“Produttori di energia-amore”

Fano
di Redazione

“I santi adempiono a una funzione sociale, la quale consiste nell’essere una incarnazione vivente dei più elevati valori – di bontà, amore, spiritualità, coraggio – di una determinata società” (A. Sorokim, sociologo russo-americano). I santi per il solo fatto che esistono, anche se sono sconosciuti, fanno scendere nella terra, sull’intera umanità, una grande benedizione di Dio.  ‘Sono esperti produttori di energia-amore”.

Santità. Con queste parole il Vescovo ha esordito nell’omelia della solenne concelebrazione eucaristica sabato 10 luglio in occasione della Festa di San Paterniano, patrono della città di Fano e della Diocesi, nella Basilica a lui dedicata. Il Vescovo si è soffermato sulla santità per il mondo di oggi e sui laici adulti nella Chiesa. “La missione della Chiesa – ha sottolineato il Vescovo – è rendere il Vangelo accessibile a tutti. Mostrare Gesù a tutti, mostrando che la salvezza è una esperienza reale, tangibile, autentica. Abbiamo bisogno di riscoprire la cura del bene comune, abbiamo bisogno di un approccio di fede con la realtà, abbiamo bisogno di essere cristiani credenti, credibili e non atei nei fatti. Non possiamo continuare a rimanere spettatori della storia. La narrazione della nostra fede non ha smesso di essere avvincente! Abbiamo una storia da raccontare. E’ una storia bella e vasta. Il nostro essere perdenti e falliti e il disorientamento del mondo possono essere redenti a motivo di quanto Gesù ha compiuto venendo in mezzo a noi, vivendo, morendo, risorgendo e soffiando lo Spirito. Dobbiamo però affrontare il fatto che la nostra fede non appare così agli occhi di un gran numero di persone che la osservano da fuori. Bellezza e vastità non compaiono spesso neppure nel discorso pubblico della Chiesa, soprattutto se espresso da dita puntate ad ammonire e da critiche da parte di gente che sembra dedicare il proprio tempo principalmente al disprezzo vicendevole e alle lotte interne. Per poter ritrovare la connessione con la capacità attrattiva della nostra storia dobbiamo darci da fare. Possiamo farlo se ricorriamo a quelle che sono le vere risorse della nostra fede. E la prima di esse è la bellezza della vita cristiana autenticamente vissuta”.

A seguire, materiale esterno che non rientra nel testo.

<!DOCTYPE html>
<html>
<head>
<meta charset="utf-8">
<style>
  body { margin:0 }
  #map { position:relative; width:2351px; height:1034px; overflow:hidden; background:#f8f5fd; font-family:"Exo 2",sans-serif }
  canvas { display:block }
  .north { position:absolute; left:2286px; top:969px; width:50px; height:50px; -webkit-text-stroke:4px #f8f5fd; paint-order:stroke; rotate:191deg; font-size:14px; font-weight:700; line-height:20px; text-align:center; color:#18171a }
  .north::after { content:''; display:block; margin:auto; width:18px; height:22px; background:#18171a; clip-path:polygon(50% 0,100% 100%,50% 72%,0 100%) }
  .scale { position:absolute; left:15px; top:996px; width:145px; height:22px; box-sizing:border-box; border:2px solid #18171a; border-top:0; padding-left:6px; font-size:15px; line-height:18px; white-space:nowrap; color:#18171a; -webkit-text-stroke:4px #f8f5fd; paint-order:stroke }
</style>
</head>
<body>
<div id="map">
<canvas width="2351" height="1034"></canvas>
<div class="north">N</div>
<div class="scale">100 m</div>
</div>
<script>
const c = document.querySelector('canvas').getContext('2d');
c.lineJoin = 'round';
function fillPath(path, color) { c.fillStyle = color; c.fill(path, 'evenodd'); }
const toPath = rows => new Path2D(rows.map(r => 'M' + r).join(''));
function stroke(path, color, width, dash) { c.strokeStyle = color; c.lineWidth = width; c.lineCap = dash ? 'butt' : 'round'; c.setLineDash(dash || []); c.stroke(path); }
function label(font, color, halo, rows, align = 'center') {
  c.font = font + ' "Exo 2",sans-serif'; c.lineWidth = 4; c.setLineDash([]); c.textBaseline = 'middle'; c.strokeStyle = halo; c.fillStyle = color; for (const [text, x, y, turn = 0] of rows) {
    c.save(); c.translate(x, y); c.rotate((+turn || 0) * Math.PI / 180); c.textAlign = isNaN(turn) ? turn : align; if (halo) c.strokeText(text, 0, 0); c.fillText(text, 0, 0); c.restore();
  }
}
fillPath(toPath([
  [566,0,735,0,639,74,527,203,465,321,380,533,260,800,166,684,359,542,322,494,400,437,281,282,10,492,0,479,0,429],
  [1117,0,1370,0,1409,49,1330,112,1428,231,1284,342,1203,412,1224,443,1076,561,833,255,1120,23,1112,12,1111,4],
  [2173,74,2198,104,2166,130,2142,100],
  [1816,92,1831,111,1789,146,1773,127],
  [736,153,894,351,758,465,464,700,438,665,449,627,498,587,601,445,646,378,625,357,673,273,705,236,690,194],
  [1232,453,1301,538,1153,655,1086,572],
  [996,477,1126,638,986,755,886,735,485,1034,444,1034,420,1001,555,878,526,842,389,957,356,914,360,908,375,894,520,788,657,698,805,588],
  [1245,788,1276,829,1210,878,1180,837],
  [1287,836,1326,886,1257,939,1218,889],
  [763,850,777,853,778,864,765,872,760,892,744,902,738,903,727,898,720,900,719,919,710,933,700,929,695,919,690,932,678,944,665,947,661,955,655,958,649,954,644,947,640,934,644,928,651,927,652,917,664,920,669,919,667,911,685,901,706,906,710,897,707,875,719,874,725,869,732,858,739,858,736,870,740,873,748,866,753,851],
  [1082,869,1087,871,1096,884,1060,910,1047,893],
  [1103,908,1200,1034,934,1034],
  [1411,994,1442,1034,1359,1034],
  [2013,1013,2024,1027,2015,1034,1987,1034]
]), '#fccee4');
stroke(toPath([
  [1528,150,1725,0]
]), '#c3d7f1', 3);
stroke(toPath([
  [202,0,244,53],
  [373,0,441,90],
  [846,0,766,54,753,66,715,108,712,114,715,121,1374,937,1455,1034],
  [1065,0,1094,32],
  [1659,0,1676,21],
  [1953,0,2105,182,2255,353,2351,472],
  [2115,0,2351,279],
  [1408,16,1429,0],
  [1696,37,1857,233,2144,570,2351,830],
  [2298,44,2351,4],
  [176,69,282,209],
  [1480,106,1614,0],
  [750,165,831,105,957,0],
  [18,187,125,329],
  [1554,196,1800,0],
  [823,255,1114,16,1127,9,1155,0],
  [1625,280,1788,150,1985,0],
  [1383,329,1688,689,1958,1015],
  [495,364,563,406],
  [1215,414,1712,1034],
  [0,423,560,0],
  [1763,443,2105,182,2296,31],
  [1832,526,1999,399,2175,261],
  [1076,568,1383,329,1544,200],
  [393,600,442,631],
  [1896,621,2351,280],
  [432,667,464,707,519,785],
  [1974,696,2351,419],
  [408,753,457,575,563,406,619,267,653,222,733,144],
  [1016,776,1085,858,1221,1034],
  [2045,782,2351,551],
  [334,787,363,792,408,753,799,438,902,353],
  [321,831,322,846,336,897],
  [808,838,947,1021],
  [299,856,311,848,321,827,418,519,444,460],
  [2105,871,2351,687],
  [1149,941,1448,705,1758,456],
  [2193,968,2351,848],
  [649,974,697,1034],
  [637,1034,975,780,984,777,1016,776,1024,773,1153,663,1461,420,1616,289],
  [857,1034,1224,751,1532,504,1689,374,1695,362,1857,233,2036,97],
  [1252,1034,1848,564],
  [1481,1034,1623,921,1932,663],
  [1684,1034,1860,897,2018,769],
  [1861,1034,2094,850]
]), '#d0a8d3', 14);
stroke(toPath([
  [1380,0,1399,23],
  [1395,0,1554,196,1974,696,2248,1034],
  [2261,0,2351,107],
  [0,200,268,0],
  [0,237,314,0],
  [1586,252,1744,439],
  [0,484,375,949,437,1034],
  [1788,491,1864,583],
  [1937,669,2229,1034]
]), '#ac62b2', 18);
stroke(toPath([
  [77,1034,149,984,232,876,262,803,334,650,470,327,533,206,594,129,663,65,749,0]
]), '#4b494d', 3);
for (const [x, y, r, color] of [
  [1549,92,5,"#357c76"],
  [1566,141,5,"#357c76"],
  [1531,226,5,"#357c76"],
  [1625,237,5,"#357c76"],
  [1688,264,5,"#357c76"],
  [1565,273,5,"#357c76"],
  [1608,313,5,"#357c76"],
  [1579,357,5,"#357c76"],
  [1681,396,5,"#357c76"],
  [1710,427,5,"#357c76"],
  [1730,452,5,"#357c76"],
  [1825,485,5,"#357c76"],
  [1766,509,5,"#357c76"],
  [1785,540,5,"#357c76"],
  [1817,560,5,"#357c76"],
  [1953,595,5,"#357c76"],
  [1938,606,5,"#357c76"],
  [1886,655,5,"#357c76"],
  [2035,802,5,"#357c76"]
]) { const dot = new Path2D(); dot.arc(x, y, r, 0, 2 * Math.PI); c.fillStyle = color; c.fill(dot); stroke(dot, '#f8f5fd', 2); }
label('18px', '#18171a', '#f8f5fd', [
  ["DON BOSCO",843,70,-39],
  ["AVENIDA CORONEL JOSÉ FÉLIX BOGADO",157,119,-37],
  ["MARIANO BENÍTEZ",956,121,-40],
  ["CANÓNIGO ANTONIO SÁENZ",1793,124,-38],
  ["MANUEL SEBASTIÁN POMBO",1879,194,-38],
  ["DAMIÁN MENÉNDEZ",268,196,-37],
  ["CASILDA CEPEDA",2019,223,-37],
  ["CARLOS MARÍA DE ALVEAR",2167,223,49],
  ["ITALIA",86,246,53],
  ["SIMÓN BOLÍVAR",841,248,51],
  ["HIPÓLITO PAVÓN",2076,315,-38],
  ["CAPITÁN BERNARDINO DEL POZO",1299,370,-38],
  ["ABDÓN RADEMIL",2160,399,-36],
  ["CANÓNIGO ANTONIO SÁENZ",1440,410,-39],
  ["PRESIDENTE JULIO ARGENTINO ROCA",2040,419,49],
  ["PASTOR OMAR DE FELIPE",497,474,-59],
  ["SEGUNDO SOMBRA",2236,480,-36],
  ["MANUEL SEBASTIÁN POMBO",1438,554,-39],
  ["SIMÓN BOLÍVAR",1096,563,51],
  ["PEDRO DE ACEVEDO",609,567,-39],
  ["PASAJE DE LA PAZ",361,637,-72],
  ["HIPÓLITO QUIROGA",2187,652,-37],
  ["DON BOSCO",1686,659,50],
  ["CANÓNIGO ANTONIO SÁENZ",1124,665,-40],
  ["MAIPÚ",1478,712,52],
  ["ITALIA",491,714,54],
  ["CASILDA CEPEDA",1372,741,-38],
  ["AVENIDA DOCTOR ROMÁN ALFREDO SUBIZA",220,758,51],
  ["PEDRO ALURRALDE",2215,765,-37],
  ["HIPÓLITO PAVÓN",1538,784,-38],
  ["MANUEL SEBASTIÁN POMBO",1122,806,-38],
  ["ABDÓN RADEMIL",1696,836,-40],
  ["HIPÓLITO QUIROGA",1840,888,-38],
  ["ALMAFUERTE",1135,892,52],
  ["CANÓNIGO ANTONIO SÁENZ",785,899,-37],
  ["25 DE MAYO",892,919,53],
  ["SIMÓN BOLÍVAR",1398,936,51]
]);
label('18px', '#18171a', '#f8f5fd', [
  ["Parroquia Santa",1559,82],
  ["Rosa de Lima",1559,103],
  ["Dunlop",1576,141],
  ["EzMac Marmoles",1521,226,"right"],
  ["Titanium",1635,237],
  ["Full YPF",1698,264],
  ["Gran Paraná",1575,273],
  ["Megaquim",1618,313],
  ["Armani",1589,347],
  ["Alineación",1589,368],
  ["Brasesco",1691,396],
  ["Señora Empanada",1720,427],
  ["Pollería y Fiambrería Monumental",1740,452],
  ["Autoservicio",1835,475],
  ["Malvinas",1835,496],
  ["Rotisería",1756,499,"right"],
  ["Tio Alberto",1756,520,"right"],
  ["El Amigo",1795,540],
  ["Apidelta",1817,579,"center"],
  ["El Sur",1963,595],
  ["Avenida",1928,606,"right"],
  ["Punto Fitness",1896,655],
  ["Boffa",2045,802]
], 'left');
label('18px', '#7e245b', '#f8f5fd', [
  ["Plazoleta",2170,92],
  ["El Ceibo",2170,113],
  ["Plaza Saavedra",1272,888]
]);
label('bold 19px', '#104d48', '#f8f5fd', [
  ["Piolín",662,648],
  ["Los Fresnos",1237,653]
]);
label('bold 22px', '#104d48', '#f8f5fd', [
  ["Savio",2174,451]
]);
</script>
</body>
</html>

Laici. Parlando dei laici adulti nella Chiesa il Vescovo ha messo in evidenza il dovere di mostrare al mondo l’esperienza cristiana come qualità di vita, come bellezza e come opportunità. “L’impegno del cristiano è quello di entrare nei solchi di questa società e non sentire estranea quella che abbiamo adesso, senza sognare quella del passato e neanche quella che vorremmo, che sarà. Questo ci fa, in un certo senso, adulti: esserci dentro. Il laico adulto oggi e sempre: rendere Dio credibile”.

San Paterniano. “Il buon Dio ci protegga – ha concluso il Vescovo – San Paterniano ci infondi fiducia e ci aiuti a perseverare  e pazientare  nell’intravvedere i frutti dell’impegno a piangere e soffrire  con  chi è provato, fa fatica, è umiliato dalla vita e dalle istituzioni, a prenderci cura del nostro tempo e del nostro territorio e a guardare al futuro con occhi ottimisti: è una grande sfida per ogni uomo e ogni donna”.